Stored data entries
▼
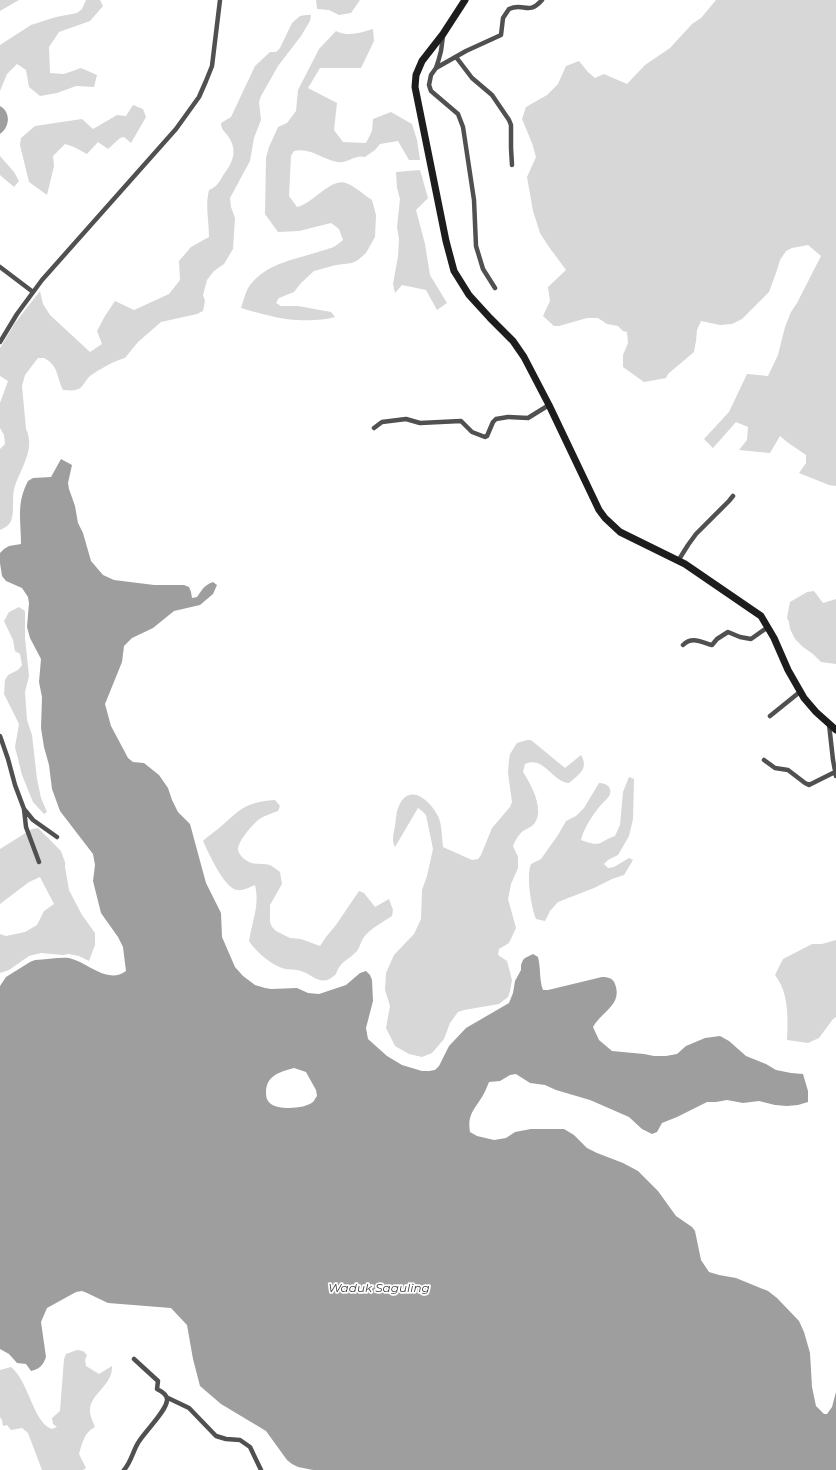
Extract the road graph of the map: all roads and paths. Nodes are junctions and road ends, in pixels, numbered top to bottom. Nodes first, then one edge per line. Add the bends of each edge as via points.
1 (220, 0) edge
2 (465, 0) edge
3 (542, 0) edge
4 (443, 34) junction
5 (456, 57) junction
6 (436, 68) junction
7 (512, 165) dead end
8 (0, 267) edge
9 (495, 288) dead end
10 (33, 292) junction
11 (0, 342) edge
12 (549, 405) junction
13 (374, 428) dead end
14 (733, 496) dead end
15 (678, 561) junction
16 (768, 627) junction
17 (683, 645) dead end
18 (800, 691) junction
19 (770, 716) dead end
20 (829, 724) junction
21 (836, 730) edge
22 (0, 736) edge
23 (764, 760) dead end
24 (835, 774) edge
25 (24, 809) junction
26 (57, 837) dead end
27 (39, 862) dead end
28 (134, 1359) dead end
29 (168, 1398) junction
30 (125, 1468) edge
31 (132, 1470) edge
32 (261, 1470) edge

1 - 10 street via 212,66 199,97 176,129
2 - 4 main road
3 - 5 street via 530,9 509,9 503,18 501,35
4 - 6 street
4 - 12 main road via 419,65 415,87 450,257 454,271 469,295 513,341 524,357
5 - 6 street
5 - 7 street via 472,78 495,98 510,120
6 - 9 street via 429,85 431,91 458,114 463,127 474,200 476,246 483,269
8 - 10 street
10 - 11 street
12 - 13 street via 528,418 496,419 484,437 472,432 461,421 420,422 406,419 382,422
12 - 15 main road via 583,479 605,518 628,537
14 - 15 street via 696,534
15 - 16 main road via 756,612
16 - 17 street via 751,639 728,632 712,645 692,639
16 - 18 main road
18 - 19 street
18 - 20 main road
20 - 21 main road
20 - 24 street
22 - 25 street
23 - 24 street via 775,768 788,770 807,784
25 - 26 street via 33,820
25 - 27 street via 26,827
28 - 29 street via 158,1381 157,1389
29 - 30 street via 160,1414 138,1443
29 - 32 street via 189,1408 216,1436 240,1440 250,1447
30 - 31 street

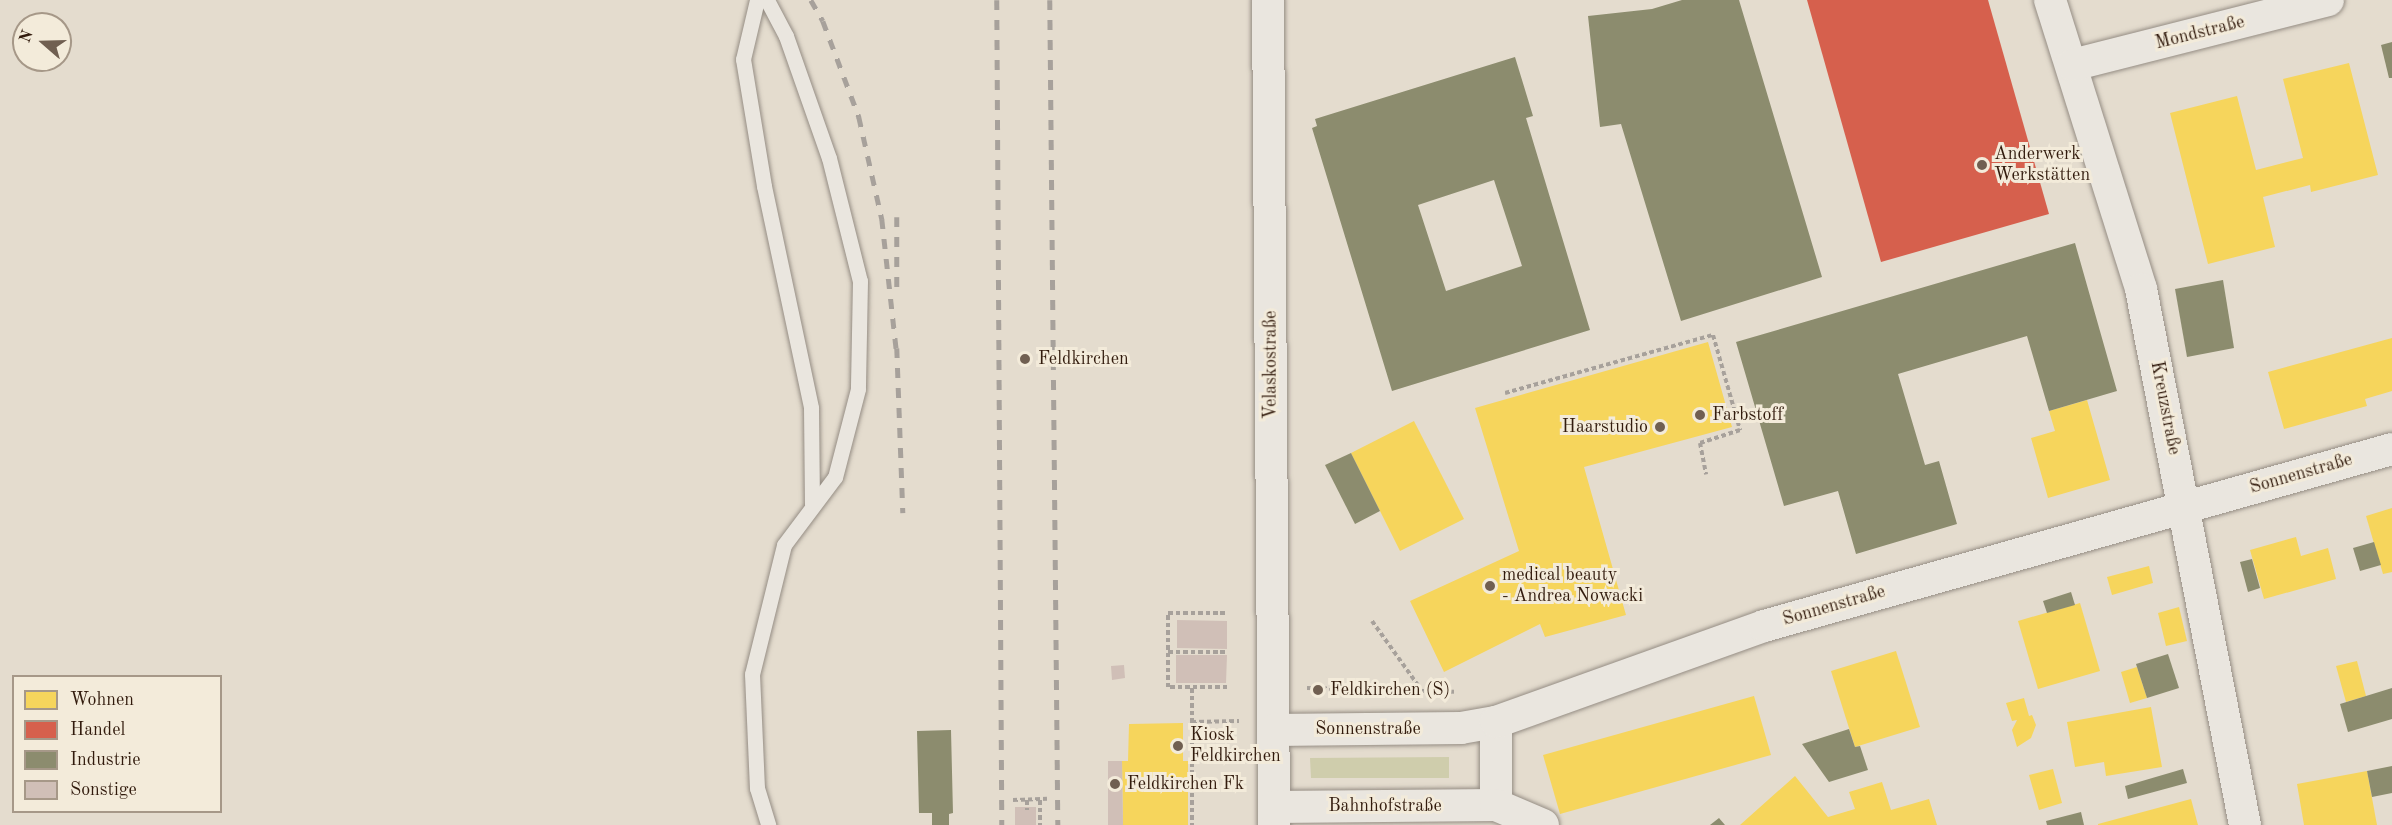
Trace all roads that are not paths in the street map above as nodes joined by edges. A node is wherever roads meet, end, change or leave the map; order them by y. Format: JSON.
{"nodes":[{"id":1,"x":757,"y":0,"type":"edge"},
{"id":2,"x":767,"y":0,"type":"edge"},
{"id":3,"x":1268,"y":0,"type":"edge"},
{"id":4,"x":2050,"y":0,"type":"edge"},
{"id":5,"x":2328,"y":0,"type":"edge"},
{"id":6,"x":2072,"y":65,"type":"junction"},
{"id":7,"x":2392,"y":449,"type":"edge"},
{"id":8,"x":812,"y":504,"type":"junction"},
{"id":9,"x":2185,"y":507,"type":"junction"},
{"id":10,"x":1496,"y":722,"type":"junction"},
{"id":11,"x":1273,"y":726,"type":"junction"},
{"id":12,"x":1496,"y":805,"type":"junction"},
{"id":13,"x":1274,"y":816,"type":"edge"},
{"id":14,"x":768,"y":825,"type":"edge"},
{"id":15,"x":1543,"y":825,"type":"edge"},
{"id":16,"x":2245,"y":825,"type":"edge"}],
"edges":[{"from":1,"to":8,"type":"lane"},
{"from":2,"to":8,"type":"lane"},
{"from":3,"to":11,"type":"street","name":"Velaskostraße"},
{"from":4,"to":6,"type":"street","name":"Kreuzstraße"},
{"from":5,"to":6,"type":"street","name":"Mondstraße"},
{"from":6,"to":9,"type":"street","name":"Kreuzstraße"},
{"from":7,"to":9,"type":"street","name":"Sonnenstraße"},
{"from":8,"to":14,"type":"lane"},
{"from":9,"to":10,"type":"street","name":"Sonnenstraße"},
{"from":9,"to":16,"type":"street","name":"Kreuzstraße"},
{"from":10,"to":11,"type":"street","name":"Sonnenstraße"},
{"from":10,"to":12,"type":"street"},
{"from":11,"to":13,"type":"street","name":"Velaskostraße"},
{"from":12,"to":13,"type":"street","name":"Bahnhofstraße"},
{"from":12,"to":15,"type":"street","name":"Bahnhofstraße"}]}
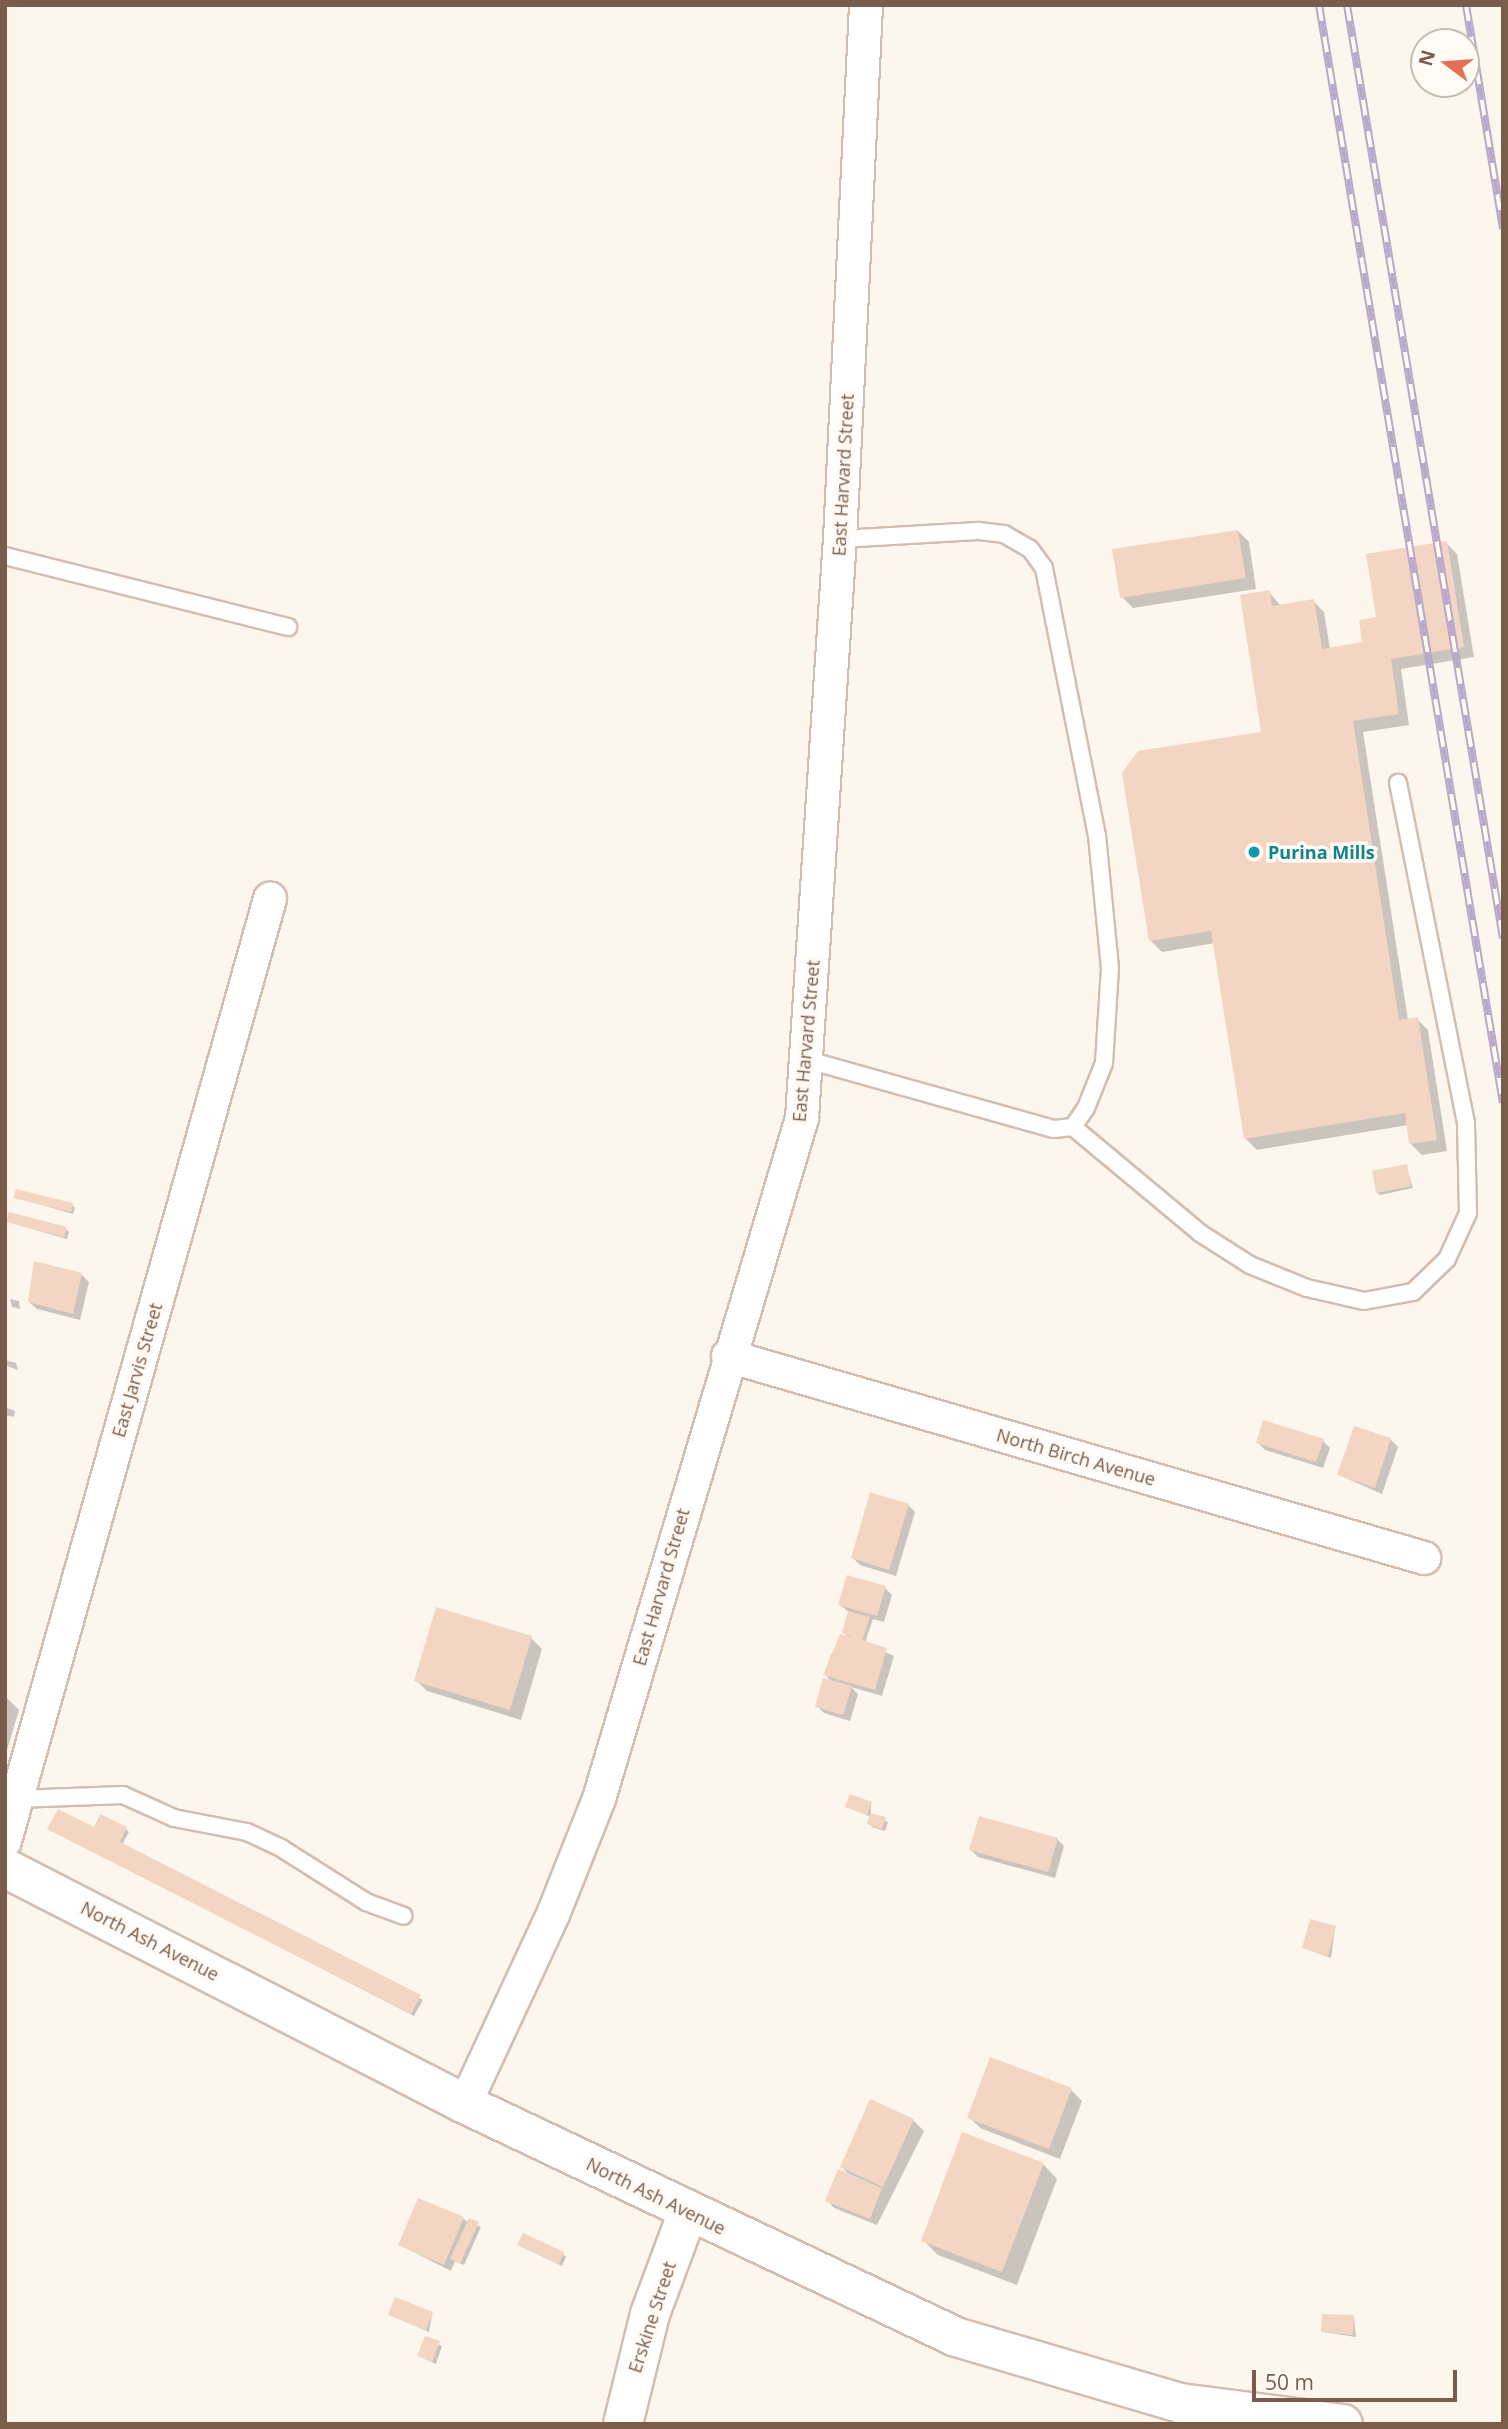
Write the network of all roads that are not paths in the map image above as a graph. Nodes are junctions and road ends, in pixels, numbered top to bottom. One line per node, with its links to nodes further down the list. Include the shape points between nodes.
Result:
▲
Problem description:
Give back an exact reproduction of the entries, with all pictures excluded.

Answer area:
Extract the road graph of the map: all roads and paths. Nodes are junctions and road ends, in pixels, numbered top to bottom. Nodes first, then one edge per line. Add the bends of each edge as via points.
1 (220, 0) edge
2 (465, 0) edge
3 (542, 0) edge
4 (443, 34) junction
5 (456, 57) junction
6 (436, 68) junction
7 (512, 165) dead end
8 (0, 267) edge
9 (495, 288) dead end
10 (33, 292) junction
11 (0, 342) edge
12 (549, 405) junction
13 (374, 428) dead end
14 (733, 496) dead end
15 (678, 561) junction
16 (768, 627) junction
17 (683, 645) dead end
18 (800, 691) junction
19 (770, 716) dead end
20 (829, 724) junction
21 (836, 730) edge
22 (0, 736) edge
23 (764, 760) dead end
24 (835, 774) edge
25 (24, 809) junction
26 (57, 837) dead end
27 (39, 862) dead end
28 (134, 1359) dead end
29 (168, 1398) junction
30 (125, 1468) edge
31 (132, 1470) edge
32 (261, 1470) edge

1 - 10 street via 212,66 199,97 176,129
2 - 4 main road
3 - 5 street via 530,9 509,9 503,18 501,35
4 - 6 street
4 - 12 main road via 419,65 415,87 450,257 454,271 469,295 513,341 524,357
5 - 6 street
5 - 7 street via 472,78 495,98 510,120
6 - 9 street via 429,85 431,91 458,114 463,127 474,200 476,246 483,269
8 - 10 street
10 - 11 street
12 - 13 street via 528,418 496,419 484,437 472,432 461,421 420,422 406,419 382,422
12 - 15 main road via 583,479 605,518 628,537
14 - 15 street via 696,534
15 - 16 main road via 756,612
16 - 17 street via 751,639 728,632 712,645 692,639
16 - 18 main road
18 - 19 street
18 - 20 main road
20 - 21 main road
20 - 24 street
22 - 25 street
23 - 24 street via 775,768 788,770 807,784
25 - 26 street via 33,820
25 - 27 street via 26,827
28 - 29 street via 158,1381 157,1389
29 - 30 street via 160,1414 138,1443
29 - 32 street via 189,1408 216,1436 240,1440 250,1447
30 - 31 street

Trace all roads that are not paths in the street map above as nodes joined by edges. A node is wherever roads meet, end, change or leave the map; order them by y. Format: JSON.
{"nodes":[{"id":1,"x":757,"y":0,"type":"edge"},
{"id":2,"x":767,"y":0,"type":"edge"},
{"id":3,"x":1268,"y":0,"type":"edge"},
{"id":4,"x":2050,"y":0,"type":"edge"},
{"id":5,"x":2328,"y":0,"type":"edge"},
{"id":6,"x":2072,"y":65,"type":"junction"},
{"id":7,"x":2392,"y":449,"type":"edge"},
{"id":8,"x":812,"y":504,"type":"junction"},
{"id":9,"x":2185,"y":507,"type":"junction"},
{"id":10,"x":1496,"y":722,"type":"junction"},
{"id":11,"x":1273,"y":726,"type":"junction"},
{"id":12,"x":1496,"y":805,"type":"junction"},
{"id":13,"x":1274,"y":816,"type":"edge"},
{"id":14,"x":768,"y":825,"type":"edge"},
{"id":15,"x":1543,"y":825,"type":"edge"},
{"id":16,"x":2245,"y":825,"type":"edge"}],
"edges":[{"from":1,"to":8,"type":"lane"},
{"from":2,"to":8,"type":"lane"},
{"from":3,"to":11,"type":"street","name":"Velaskostraße"},
{"from":4,"to":6,"type":"street","name":"Kreuzstraße"},
{"from":5,"to":6,"type":"street","name":"Mondstraße"},
{"from":6,"to":9,"type":"street","name":"Kreuzstraße"},
{"from":7,"to":9,"type":"street","name":"Sonnenstraße"},
{"from":8,"to":14,"type":"lane"},
{"from":9,"to":10,"type":"street","name":"Sonnenstraße"},
{"from":9,"to":16,"type":"street","name":"Kreuzstraße"},
{"from":10,"to":11,"type":"street","name":"Sonnenstraße"},
{"from":10,"to":12,"type":"street"},
{"from":11,"to":13,"type":"street","name":"Velaskostraße"},
{"from":12,"to":13,"type":"street","name":"Bahnhofstraße"},
{"from":12,"to":15,"type":"street","name":"Bahnhofstraße"}]}
Write the network of all roads that are not paths in the map image above as a graph. Nodes are junctions and road ends, in pixels, numbered top to bottom. One line per node, with its links to nodes further down the list. Include the shape points between nodes.
Result:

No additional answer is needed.